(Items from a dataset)
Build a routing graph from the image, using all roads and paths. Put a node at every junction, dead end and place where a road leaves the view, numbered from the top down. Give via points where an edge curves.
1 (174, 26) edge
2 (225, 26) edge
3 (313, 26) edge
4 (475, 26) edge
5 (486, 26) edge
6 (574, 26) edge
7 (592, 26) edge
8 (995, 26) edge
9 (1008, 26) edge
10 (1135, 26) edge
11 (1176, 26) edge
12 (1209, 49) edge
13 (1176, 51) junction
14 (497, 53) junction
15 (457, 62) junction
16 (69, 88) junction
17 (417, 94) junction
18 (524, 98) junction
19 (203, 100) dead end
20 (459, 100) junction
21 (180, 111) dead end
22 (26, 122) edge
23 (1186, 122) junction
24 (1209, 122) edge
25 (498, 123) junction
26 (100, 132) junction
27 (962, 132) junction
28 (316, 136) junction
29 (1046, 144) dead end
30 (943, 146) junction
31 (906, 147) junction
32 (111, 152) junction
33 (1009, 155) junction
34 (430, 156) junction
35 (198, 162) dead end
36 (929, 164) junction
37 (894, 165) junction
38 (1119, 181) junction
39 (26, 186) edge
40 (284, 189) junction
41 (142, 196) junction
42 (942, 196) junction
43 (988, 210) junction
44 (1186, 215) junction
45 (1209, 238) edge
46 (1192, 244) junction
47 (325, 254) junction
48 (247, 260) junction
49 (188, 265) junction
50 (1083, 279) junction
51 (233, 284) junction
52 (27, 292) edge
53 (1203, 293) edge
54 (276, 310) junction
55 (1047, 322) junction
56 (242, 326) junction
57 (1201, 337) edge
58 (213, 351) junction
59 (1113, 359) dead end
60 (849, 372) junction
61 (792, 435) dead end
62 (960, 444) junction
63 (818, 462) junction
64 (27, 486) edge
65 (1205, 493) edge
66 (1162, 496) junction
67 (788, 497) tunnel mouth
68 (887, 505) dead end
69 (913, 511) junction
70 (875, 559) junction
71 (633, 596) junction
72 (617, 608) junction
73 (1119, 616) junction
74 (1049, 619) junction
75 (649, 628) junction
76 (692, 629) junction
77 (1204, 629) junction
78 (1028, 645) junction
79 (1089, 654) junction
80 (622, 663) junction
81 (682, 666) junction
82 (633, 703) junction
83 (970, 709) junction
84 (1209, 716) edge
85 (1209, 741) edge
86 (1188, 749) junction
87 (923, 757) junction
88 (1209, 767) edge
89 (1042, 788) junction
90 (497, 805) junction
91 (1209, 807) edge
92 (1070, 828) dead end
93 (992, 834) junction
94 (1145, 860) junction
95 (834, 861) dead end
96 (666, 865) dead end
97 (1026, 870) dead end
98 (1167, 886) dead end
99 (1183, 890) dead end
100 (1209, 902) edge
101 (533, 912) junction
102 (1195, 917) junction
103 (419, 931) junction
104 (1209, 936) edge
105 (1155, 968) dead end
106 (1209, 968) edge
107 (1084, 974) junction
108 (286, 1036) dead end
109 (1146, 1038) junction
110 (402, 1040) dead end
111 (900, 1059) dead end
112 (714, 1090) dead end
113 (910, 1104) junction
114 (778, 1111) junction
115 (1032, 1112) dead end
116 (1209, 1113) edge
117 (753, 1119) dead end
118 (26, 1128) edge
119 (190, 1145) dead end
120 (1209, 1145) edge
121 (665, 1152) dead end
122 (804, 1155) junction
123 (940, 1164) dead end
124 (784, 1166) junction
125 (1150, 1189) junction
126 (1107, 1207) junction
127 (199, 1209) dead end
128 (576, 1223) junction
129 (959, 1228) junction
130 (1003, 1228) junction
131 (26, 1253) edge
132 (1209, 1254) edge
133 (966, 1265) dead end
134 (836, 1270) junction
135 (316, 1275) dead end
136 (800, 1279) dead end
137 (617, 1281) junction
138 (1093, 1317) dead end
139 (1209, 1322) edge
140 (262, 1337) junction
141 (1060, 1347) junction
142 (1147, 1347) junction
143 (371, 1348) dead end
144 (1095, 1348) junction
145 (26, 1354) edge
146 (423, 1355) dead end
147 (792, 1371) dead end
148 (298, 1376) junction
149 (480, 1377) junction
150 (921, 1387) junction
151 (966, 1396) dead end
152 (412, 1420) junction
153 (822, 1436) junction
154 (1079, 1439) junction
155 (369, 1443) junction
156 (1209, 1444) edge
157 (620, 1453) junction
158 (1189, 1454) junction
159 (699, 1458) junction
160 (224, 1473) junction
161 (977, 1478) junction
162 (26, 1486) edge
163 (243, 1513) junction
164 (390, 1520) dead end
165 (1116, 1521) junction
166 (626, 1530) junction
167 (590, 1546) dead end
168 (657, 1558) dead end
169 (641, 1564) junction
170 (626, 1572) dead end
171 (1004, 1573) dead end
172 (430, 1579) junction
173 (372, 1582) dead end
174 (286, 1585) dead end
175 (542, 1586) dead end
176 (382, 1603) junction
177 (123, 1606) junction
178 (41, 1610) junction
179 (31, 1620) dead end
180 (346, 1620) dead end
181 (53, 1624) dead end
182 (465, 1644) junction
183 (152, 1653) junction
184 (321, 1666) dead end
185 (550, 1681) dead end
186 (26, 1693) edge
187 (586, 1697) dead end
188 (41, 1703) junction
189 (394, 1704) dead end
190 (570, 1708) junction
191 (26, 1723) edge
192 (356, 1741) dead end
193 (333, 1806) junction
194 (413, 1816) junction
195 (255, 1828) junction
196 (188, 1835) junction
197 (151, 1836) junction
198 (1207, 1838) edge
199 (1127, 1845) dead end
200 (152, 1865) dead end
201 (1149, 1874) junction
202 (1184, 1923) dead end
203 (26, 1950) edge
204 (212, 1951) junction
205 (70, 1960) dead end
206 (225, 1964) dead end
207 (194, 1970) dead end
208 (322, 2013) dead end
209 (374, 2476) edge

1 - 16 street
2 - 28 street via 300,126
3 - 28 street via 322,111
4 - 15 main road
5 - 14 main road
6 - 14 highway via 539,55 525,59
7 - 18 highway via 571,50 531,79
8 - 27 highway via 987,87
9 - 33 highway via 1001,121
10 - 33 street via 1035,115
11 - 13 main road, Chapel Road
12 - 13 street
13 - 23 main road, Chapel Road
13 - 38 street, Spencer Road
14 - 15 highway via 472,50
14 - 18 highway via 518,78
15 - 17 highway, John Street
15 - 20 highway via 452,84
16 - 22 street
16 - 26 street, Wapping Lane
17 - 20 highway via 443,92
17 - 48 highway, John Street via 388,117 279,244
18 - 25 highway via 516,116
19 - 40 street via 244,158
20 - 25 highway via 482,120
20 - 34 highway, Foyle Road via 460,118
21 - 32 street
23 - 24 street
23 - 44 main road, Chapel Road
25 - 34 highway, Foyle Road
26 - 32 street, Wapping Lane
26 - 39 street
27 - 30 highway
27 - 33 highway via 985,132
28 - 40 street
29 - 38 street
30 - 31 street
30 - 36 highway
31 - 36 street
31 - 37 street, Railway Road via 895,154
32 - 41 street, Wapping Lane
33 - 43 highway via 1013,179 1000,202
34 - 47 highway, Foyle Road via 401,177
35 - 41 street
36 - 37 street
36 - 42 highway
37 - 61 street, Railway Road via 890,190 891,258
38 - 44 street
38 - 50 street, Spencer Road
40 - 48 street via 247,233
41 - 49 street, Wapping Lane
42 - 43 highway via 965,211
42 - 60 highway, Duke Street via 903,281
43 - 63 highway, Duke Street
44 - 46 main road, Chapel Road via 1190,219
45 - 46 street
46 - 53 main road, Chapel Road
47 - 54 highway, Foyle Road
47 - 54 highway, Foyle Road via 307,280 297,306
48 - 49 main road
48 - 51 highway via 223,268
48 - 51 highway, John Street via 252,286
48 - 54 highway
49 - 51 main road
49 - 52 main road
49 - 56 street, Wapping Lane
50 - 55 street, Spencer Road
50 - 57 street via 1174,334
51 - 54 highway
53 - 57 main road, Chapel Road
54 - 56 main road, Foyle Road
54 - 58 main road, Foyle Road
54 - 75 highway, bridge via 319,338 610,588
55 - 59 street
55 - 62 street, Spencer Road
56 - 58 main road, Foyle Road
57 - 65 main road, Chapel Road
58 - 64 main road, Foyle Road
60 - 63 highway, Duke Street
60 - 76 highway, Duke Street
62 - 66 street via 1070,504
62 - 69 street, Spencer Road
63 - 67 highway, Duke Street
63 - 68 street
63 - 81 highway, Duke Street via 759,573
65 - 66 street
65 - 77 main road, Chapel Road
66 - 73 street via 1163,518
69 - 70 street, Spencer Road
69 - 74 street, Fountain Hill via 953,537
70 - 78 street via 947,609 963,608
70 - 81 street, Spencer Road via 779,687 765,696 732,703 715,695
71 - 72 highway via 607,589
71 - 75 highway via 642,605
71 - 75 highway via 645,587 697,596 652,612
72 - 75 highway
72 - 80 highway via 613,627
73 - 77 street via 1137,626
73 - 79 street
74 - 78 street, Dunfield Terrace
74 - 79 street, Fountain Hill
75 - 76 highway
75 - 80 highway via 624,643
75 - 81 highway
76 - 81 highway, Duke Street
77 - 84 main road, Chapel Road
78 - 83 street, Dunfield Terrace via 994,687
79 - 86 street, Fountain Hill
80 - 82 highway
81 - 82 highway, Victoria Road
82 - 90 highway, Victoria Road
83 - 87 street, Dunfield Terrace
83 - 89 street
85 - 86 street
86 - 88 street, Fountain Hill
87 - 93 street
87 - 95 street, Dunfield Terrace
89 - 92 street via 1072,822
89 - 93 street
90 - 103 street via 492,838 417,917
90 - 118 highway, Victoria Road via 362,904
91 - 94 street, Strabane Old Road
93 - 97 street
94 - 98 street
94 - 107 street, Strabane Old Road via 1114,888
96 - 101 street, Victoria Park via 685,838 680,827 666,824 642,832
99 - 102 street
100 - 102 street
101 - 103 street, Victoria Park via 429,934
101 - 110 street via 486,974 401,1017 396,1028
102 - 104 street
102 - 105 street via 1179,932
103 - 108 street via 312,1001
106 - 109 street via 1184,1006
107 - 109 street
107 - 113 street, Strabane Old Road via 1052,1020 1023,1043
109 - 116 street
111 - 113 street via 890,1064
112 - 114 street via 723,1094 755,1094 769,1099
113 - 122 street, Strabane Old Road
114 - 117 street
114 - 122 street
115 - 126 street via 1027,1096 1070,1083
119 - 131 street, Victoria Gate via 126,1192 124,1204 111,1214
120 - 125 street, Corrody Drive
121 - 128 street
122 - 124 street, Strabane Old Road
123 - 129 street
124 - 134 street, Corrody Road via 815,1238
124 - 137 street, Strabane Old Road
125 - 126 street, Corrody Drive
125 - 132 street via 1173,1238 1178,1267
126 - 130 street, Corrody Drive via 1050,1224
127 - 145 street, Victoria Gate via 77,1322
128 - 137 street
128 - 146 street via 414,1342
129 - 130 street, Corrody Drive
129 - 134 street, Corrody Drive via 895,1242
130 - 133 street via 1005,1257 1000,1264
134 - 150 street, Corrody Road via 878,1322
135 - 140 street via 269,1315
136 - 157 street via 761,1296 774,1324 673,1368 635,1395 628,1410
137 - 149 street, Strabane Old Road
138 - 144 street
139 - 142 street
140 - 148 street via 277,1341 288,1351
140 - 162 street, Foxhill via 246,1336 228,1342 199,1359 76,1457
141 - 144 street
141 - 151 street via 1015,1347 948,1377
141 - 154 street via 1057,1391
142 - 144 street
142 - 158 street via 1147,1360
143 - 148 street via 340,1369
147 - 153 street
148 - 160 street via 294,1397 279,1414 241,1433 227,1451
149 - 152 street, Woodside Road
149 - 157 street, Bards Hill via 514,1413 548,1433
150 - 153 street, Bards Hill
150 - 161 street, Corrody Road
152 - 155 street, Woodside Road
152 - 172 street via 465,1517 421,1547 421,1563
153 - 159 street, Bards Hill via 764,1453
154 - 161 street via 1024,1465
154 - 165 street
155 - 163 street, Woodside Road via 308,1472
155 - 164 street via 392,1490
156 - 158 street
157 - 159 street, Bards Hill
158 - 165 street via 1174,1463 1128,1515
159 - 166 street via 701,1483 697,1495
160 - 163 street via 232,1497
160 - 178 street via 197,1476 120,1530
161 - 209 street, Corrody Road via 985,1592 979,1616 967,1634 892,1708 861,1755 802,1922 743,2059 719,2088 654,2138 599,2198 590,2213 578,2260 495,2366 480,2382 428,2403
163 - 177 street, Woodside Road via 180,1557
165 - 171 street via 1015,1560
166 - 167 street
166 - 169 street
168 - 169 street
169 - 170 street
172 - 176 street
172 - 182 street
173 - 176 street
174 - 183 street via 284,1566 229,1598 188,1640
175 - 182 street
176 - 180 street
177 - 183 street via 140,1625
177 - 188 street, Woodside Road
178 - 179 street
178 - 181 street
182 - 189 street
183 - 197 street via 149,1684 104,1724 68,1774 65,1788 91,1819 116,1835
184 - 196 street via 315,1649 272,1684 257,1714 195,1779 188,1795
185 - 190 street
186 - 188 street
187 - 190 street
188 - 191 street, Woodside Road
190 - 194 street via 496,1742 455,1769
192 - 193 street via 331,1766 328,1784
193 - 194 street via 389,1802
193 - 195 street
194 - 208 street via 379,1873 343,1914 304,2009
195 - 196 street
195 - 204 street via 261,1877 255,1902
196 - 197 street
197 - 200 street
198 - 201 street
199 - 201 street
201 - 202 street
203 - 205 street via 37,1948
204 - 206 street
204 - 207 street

__Exercise requirements__
Each line of the entries above that includes the string "Woodside" should be copied out.

__Result below__
149 - 152 street, Woodside Road
152 - 155 street, Woodside Road
155 - 163 street, Woodside Road via 308,1472
163 - 177 street, Woodside Road via 180,1557
177 - 188 street, Woodside Road
188 - 191 street, Woodside Road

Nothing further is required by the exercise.